(Extracted data entries)
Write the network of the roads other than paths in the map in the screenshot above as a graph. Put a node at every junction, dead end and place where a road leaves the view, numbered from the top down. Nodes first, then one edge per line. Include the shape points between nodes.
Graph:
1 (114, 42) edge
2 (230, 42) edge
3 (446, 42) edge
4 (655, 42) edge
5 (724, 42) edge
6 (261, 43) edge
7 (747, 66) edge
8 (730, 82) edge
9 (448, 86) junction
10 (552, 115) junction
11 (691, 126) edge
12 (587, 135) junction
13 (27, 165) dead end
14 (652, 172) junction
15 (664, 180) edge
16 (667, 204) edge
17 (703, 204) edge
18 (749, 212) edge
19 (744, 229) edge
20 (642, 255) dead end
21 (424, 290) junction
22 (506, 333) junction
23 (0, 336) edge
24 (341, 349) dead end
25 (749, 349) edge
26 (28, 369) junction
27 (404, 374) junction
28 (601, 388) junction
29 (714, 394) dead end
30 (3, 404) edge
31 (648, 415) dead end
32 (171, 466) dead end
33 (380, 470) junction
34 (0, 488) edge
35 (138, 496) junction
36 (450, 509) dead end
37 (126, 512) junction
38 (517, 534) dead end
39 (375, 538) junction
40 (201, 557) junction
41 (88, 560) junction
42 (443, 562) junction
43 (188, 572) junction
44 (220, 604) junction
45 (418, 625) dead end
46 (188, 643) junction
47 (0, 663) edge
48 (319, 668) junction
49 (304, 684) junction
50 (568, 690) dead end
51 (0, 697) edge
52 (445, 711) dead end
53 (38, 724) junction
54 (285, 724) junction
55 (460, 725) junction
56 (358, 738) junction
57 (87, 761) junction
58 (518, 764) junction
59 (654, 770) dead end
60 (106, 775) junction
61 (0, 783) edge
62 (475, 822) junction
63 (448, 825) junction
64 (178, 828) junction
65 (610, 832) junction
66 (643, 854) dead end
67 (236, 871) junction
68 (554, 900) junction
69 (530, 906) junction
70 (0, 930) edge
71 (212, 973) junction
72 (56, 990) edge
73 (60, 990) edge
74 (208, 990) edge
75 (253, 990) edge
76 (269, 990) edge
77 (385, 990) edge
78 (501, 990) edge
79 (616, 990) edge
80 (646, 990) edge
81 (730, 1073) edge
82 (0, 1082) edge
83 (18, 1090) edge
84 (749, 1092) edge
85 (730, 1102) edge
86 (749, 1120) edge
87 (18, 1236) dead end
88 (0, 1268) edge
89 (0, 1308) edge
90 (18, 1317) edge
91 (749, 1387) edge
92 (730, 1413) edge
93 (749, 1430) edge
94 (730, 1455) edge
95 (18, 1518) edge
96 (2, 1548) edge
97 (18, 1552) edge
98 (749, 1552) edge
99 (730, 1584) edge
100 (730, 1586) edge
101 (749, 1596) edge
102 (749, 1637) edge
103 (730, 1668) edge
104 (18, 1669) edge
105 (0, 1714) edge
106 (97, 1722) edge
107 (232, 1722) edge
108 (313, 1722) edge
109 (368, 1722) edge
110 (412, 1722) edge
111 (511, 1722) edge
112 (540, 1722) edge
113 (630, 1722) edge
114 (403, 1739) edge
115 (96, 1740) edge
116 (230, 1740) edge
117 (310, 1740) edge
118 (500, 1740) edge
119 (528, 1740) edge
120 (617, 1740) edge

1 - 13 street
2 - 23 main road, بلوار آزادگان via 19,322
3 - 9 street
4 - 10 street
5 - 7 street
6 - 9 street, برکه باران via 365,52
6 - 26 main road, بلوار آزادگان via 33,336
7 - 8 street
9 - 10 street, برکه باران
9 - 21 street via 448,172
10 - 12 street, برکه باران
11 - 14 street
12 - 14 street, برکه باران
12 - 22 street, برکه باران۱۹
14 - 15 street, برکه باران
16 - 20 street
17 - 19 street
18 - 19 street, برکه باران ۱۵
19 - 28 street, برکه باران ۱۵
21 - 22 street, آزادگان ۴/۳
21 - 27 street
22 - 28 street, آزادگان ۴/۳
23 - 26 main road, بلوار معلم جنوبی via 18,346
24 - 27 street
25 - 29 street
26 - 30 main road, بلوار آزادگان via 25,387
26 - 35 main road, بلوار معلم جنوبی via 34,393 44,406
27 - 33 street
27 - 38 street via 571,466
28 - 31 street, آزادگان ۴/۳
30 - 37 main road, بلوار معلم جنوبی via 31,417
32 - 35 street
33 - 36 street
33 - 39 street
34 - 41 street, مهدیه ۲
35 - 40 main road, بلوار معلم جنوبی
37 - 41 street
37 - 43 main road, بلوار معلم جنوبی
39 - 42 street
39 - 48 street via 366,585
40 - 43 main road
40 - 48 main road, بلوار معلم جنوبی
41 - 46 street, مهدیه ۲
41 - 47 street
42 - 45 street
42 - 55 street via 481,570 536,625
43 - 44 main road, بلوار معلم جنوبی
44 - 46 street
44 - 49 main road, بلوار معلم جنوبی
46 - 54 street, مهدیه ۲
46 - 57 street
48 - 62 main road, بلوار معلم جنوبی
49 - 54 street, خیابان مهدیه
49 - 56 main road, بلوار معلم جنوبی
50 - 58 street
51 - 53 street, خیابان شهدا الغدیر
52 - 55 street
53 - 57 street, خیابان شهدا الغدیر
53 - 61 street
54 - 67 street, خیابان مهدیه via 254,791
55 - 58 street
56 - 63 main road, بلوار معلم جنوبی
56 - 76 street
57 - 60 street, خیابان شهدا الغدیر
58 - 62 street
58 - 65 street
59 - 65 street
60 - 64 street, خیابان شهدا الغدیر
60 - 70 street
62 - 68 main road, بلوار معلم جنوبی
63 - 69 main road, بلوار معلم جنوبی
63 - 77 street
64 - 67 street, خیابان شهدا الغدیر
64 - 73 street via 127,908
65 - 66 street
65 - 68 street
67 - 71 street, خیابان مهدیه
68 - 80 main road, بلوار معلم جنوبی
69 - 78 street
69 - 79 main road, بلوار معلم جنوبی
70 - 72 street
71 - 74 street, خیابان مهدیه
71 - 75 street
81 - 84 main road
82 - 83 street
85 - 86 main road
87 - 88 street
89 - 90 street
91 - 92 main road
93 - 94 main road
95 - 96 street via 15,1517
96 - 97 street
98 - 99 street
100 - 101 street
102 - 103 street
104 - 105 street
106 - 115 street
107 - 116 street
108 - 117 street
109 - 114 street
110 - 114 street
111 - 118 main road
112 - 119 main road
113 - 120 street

TASK DETAILS = Every line in the records that holds the word "الغدیر" should be copied into the answer.

ANSWER BOX =
51 - 53 street, خیابان شهدا الغدیر
53 - 57 street, خیابان شهدا الغدیر
57 - 60 street, خیابان شهدا الغدیر
60 - 64 street, خیابان شهدا الغدیر
64 - 67 street, خیابان شهدا الغدیر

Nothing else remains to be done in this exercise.